From Casetext: Smarter Legal Research

Matter of Carlos B

Family Court of the City of New York, New York County
Apr 19, 1976
86 Misc. 2d 160 (N.Y. Fam. Ct. 1976)

Opinion

April 19, 1976

W. Bernard Richland, Corporation Counsel (James J. Dwyer of counsel), for petitioner.

Jerome Allan Landau for Carlos B., respondent.

Charles Schinitsky and Kay Thompson for Kyle C., respondent.

Theodore A. Nasdahl for Lloyd E., respondent.



The evidence at the juvenile delinquency trial of the 15-year-old respondents showed that one Dr. Gardiner, walking home from a restaurant dinner to his apartment on East 43rd Street in Manhattan at about 1:30 A.M., was assaulted by a group of seven youths.

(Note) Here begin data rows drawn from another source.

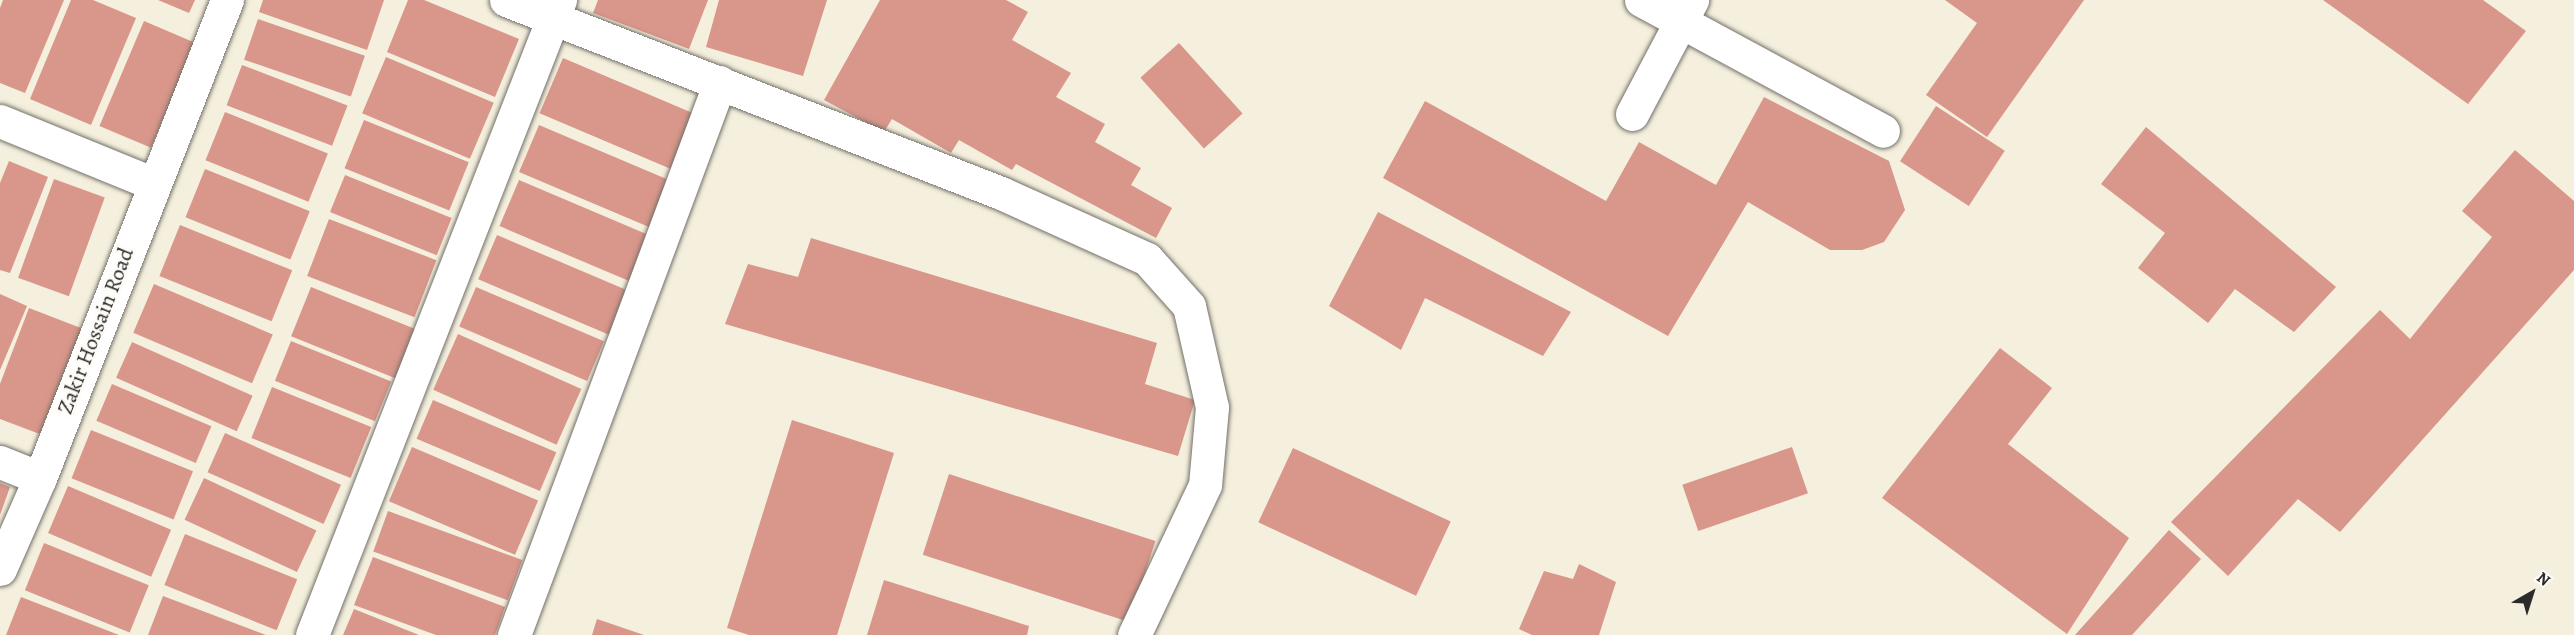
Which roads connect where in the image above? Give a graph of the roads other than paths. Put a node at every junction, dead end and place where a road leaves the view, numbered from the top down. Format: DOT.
graph roads {
  1 [pos="227,0"];
  2 [pos="506,0"];
  3 [pos="1641,0"];
  4 [pos="556,9"];
  5 [pos="1685,11"];
  6 [pos="720,81"];
  7 [pos="1632,114"];
  8 [pos="0,121"];
  9 [pos="1883,131"];
  10 [pos="152,183"];
  11 [pos="0,462"];
  12 [pos="40,478"];
  13 [pos="0,568"];
  14 [pos="312,635"];
  15 [pos="514,635"];
  16 [pos="1134,635"];
  1 -- 10 [label="street, Zakir Hossain Road"];
  2 -- 4 [label="street"];
  3 -- 5 [label="street"];
  4 -- 6 [label="street"];
  4 -- 14 [label="street"];
  5 -- 7 [label="street"];
  5 -- 9 [label="street"];
  6 -- 15 [label="street"];
  6 -- 16 [label="street"];
  8 -- 10 [label="street"];
  10 -- 12 [label="street, Zakir Hossain Road"];
  11 -- 12 [label="street"];
  12 -- 13 [label="street, Zakir Hossain Road"];
}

During the assault his pants were ripped down the back and his wallet was taken from one pants pocket as well as paper currency from another; his watch was removed from his wrist; and after he was knocked to the ground he received a kick in the cheek that caused permanent eye impairment. The major question of law raised by the respondents is whether the victim's identification of them is inadmissible in evidence under the constitutional guarantees of due process of law and against unreasonable searches and seizures. The answer to this question depends on whether evidence should be nullified by a policeman's mistake in determining the precise moment when his authority to stop respondents ripened into authority to arrest them.

PROMPT IDENTIFICATION OF RESPONDENTS.

Dr. Gardiner identified respondents on the street within 15 minutes of the crime, the police having stopped and detained them five blocks from its scene. Unquestionably, a prompt identification is proper despite its "show-up" character. (People v Morales, 37 N.Y.2d 262, 272; People v Blake, 35 N.Y.2d 331, 336-337; People v Rahming, 26 N.Y.2d 411, 416; People v Logan, 25 N.Y.2d 184, 188: "The prompt identification * * * shortly after the criminal event accorded with desirable police practice;" Kirby v Illinois, 406 U.S. 682, 691; Russell v United States, 408 F.2d 1280, 1284, cert den 395 U.S. 928; State v Gastelo, 111 Ariz. 450.) Respondents contend, however, that the police acted illegally in stopping respondents; that this illegality taints the identification because it could not have occurred but for their restraint by the police; and that the identification therefore cannot be used against them despite its admissibility under CPL 60.30.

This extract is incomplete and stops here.